No es menos preocupante la miseria moral, que consiste en
convertirse en esclavos del vicio y del pecado. ¡Cuántas familias viven
angustiadas porque alguno de sus miembros —a menudo joven— tiene dependencia
del alcohol, las drogas, el juego o la pornografía! ¡Cuántas personas han
perdido el sentido de la vida, están privadas de perspectivas para el futuro y
han perdido la esperanza! Y cuántas personas se ven obligadas a vivir esta
miseria por condiciones sociales injustas, por falta de un trabajo, lo cual les
priva de la dignidad que da llevar el pan a casa, por falta de igualdad
respecto de los derechos a la educación y la salud. En estos casos la miseria
moral bien podría llamarse casi suicidio incipiente. Esta forma de miseria, que
también es causa de ruina económica, siempre va unida a la miseria espiritual, que nos
golpea cuando nos alejamos de Dios y rechazamos su amor. Si consideramos que no
necesitamos a Dios, que en Cristo nos tiende la mano, porque pensamos que nos
bastamos a nosotros mismos, nos encaminamos por un camino de fracaso. Dios es
el único que verdaderamente salva y libera.

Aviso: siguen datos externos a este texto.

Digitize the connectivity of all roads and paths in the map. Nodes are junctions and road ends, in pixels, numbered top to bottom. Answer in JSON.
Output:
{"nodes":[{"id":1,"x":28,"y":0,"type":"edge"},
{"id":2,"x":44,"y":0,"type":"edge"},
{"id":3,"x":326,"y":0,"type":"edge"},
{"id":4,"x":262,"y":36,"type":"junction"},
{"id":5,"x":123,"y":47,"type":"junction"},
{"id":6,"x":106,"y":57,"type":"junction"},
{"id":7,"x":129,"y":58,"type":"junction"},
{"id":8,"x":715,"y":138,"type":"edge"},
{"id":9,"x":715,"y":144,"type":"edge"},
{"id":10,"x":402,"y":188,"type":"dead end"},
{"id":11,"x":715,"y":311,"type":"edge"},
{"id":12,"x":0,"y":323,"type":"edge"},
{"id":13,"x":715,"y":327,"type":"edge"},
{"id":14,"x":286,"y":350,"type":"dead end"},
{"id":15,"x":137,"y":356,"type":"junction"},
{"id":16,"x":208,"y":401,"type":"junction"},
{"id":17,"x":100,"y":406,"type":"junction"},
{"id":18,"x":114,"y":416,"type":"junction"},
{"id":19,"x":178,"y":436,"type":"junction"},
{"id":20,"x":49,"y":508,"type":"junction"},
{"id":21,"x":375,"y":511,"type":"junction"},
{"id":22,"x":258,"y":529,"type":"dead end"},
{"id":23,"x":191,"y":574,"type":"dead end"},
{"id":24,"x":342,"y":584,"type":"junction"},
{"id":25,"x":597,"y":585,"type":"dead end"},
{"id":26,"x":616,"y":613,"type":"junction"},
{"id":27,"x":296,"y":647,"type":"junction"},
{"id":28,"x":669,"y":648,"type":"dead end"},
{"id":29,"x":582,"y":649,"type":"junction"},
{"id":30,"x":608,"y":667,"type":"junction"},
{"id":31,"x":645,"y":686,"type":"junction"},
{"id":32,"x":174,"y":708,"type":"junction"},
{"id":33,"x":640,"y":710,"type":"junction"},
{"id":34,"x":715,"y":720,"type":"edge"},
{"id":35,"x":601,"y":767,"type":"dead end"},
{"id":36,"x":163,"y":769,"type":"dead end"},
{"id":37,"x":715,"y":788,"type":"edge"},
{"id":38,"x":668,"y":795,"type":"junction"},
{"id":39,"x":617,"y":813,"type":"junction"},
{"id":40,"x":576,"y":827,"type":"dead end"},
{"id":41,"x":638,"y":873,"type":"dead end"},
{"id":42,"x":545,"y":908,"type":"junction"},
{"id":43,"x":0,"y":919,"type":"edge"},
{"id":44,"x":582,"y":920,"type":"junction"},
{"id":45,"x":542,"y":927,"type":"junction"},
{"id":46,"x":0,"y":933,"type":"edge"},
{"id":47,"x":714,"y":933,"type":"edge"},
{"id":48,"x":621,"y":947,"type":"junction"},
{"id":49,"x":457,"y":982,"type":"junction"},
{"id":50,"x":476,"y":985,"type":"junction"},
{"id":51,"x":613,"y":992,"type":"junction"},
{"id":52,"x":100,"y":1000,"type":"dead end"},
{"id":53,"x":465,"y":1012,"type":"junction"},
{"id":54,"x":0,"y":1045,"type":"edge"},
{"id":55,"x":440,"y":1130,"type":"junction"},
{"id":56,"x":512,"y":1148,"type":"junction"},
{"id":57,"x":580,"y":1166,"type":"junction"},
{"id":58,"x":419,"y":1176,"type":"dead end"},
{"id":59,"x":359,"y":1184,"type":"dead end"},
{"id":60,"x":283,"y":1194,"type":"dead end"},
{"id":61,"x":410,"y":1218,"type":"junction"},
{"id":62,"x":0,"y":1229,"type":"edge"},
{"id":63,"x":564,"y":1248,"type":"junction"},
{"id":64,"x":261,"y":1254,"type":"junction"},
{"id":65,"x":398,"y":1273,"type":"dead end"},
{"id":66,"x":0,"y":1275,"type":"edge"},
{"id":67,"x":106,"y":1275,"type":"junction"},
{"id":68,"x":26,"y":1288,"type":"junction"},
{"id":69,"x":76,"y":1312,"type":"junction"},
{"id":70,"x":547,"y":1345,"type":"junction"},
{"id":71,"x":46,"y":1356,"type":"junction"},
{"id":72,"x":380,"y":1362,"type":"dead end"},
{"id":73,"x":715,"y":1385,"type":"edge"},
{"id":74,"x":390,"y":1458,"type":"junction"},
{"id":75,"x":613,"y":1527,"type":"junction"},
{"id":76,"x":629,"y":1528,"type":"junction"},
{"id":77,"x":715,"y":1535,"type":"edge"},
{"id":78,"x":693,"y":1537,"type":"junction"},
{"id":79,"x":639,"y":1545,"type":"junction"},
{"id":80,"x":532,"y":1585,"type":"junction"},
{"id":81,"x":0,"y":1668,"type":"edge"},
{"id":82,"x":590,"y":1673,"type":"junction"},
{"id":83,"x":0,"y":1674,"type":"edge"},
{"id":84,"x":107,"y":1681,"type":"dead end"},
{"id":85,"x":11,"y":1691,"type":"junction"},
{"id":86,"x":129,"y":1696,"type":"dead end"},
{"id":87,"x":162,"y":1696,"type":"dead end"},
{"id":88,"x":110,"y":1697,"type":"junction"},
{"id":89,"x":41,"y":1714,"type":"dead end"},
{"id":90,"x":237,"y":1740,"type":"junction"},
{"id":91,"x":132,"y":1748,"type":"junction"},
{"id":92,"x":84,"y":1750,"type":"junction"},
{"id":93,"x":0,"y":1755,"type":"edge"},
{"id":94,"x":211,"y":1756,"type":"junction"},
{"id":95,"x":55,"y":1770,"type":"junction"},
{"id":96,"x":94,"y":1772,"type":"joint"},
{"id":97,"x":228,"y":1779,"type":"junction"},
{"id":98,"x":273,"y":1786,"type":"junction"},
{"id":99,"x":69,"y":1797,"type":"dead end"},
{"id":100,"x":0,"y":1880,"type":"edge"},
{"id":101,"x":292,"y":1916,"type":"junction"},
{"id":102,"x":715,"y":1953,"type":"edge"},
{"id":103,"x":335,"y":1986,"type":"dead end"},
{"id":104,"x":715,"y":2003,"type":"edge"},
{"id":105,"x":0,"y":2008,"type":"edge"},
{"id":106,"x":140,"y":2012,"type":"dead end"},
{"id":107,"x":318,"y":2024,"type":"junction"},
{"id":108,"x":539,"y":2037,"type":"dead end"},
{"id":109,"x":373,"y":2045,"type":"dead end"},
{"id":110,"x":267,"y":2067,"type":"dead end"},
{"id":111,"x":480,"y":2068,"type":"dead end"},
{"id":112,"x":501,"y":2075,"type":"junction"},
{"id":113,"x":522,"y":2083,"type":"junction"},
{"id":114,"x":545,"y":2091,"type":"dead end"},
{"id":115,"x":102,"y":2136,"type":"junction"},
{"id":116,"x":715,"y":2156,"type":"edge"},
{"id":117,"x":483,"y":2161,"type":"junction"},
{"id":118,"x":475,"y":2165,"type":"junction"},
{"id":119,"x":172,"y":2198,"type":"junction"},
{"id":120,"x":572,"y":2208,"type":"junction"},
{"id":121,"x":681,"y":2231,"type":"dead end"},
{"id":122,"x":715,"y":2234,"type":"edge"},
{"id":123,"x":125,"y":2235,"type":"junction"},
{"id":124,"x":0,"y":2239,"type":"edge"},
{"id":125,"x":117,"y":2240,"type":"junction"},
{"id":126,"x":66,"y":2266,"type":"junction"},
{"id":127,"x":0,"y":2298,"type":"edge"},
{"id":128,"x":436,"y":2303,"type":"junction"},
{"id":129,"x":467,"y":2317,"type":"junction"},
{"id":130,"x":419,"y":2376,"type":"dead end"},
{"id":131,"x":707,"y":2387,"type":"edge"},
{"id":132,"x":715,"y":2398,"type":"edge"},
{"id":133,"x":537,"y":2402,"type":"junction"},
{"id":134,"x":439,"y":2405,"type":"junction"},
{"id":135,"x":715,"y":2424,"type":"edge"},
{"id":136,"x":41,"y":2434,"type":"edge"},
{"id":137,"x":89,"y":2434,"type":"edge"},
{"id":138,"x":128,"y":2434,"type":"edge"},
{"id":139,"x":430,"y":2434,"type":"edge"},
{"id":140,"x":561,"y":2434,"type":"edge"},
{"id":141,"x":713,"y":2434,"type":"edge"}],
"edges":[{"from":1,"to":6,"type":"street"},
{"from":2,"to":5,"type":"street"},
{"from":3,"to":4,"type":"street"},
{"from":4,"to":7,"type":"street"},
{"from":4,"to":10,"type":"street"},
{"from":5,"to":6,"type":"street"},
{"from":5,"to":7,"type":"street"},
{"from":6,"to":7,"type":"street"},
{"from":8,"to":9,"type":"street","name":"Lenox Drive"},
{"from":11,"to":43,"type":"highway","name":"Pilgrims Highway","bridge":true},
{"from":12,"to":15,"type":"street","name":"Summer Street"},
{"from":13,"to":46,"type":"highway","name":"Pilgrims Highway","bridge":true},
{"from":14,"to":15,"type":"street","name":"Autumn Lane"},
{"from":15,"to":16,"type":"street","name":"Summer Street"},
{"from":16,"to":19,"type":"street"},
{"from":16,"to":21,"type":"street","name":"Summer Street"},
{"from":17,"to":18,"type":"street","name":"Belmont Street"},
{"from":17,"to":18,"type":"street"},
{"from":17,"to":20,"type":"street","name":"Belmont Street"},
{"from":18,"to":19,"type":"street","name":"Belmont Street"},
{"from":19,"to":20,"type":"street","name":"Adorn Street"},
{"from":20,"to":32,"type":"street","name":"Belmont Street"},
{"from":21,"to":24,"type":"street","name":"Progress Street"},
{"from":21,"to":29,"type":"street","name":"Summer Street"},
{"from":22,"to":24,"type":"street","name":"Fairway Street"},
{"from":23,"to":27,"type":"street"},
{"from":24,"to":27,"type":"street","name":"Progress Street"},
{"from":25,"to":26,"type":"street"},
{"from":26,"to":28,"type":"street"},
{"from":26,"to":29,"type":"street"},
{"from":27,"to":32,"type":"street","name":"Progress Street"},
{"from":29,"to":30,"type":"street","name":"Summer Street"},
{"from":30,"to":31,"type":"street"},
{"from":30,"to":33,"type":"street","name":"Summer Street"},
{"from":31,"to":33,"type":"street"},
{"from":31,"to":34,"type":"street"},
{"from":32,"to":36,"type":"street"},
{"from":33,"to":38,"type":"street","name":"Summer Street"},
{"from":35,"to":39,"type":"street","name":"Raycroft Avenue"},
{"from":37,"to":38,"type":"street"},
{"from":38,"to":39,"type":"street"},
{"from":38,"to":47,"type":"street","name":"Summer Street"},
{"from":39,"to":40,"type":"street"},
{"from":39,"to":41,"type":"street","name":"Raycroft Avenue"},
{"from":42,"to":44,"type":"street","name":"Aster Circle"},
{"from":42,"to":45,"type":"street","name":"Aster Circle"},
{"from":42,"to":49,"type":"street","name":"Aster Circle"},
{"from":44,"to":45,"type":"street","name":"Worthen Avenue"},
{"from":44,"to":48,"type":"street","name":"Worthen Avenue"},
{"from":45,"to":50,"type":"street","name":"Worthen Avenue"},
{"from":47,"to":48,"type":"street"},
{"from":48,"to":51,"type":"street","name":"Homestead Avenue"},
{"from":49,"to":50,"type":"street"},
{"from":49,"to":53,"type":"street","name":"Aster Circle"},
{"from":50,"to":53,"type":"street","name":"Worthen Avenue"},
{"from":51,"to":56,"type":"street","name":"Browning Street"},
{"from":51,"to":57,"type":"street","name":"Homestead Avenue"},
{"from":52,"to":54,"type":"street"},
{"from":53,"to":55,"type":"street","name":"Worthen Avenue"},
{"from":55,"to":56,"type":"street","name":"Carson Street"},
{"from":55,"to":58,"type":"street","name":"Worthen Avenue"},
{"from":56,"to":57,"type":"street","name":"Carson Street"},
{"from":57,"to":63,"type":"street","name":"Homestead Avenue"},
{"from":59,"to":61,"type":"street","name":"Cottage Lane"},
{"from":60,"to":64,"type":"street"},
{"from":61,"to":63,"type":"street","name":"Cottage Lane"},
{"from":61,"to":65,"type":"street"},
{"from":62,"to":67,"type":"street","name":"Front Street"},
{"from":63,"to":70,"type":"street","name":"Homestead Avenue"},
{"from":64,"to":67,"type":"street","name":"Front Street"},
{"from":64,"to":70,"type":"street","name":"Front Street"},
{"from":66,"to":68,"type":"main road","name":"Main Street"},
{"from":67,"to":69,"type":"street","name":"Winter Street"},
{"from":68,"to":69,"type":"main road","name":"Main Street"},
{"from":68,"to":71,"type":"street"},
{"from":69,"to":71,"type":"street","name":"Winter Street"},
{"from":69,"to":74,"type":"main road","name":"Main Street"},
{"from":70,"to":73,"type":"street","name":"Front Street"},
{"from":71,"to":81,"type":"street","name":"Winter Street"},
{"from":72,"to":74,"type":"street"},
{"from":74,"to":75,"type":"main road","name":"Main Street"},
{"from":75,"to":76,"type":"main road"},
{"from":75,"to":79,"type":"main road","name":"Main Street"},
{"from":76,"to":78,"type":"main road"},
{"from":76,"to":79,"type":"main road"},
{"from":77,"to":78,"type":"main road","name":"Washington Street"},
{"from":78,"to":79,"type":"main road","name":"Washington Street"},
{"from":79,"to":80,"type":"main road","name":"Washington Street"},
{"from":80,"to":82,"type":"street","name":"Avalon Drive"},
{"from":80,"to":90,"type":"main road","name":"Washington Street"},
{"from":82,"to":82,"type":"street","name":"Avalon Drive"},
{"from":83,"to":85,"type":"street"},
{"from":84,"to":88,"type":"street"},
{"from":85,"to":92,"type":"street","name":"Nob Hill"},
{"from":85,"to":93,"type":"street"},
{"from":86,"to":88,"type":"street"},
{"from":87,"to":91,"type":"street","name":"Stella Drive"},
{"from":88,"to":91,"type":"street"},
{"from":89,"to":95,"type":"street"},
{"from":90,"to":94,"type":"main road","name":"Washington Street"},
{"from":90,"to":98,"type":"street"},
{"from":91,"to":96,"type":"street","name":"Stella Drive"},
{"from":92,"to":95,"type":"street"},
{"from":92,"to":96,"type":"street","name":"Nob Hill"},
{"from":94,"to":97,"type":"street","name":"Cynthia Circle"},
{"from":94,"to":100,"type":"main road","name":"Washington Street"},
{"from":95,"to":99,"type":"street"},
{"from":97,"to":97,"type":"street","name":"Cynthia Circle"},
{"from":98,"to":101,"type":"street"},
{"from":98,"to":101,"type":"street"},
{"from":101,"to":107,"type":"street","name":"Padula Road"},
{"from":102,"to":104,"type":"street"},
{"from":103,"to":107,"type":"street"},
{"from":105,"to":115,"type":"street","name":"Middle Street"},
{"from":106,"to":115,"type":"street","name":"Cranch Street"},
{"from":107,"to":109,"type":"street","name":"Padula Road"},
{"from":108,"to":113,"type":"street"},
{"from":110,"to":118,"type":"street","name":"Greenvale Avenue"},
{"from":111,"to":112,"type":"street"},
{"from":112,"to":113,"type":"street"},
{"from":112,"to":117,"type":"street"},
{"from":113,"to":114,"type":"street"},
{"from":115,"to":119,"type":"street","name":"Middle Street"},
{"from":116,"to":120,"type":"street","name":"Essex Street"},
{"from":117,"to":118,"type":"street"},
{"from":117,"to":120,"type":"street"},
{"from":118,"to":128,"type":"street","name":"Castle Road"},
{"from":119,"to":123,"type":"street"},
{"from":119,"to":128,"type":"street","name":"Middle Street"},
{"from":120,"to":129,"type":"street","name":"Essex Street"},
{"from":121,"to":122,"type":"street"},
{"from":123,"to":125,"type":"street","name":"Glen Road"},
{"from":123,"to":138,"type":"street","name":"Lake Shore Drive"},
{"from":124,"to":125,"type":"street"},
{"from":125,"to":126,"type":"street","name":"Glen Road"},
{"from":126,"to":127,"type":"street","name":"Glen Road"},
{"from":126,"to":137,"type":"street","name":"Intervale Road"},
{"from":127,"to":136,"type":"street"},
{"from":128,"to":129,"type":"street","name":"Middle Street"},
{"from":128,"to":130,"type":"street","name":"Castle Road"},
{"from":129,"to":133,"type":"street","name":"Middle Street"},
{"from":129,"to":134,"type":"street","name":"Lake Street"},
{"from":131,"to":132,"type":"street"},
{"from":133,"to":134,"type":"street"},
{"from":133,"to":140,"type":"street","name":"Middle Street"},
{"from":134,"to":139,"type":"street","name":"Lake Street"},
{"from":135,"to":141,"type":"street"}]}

El Evangelio es el verdadero antídoto
contra la miseria espiritual: en cada ambiente el cristiano está llamado a
llevar el anuncio liberador de que existe el perdón del mal cometido, que Dios
es más grande que nuestro pecado y nos ama gratuitamente, siempre, y que
estamos hechos para la comunión y para la vida eterna. ¡El Señor nos invita a
anunciar con gozo este mensaje de misericordia y de esperanza! Es hermoso
experimentar la alegría de extender esta buena nueva, de compartir el tesoro
que se nos ha confiado, para consolar los corazones afligidos y dar esperanza a
tantos hermanos y hermanas sumidos en el vacío. Se trata de seguir e imitar a
Jesús, que fue en busca de los pobres y los pecadores como el pastor con la
oveja perdida, y lo hizo lleno de amor. Unidos a Él, podemos abrir con valentía
nuevos caminos de evangelización y promoción humana.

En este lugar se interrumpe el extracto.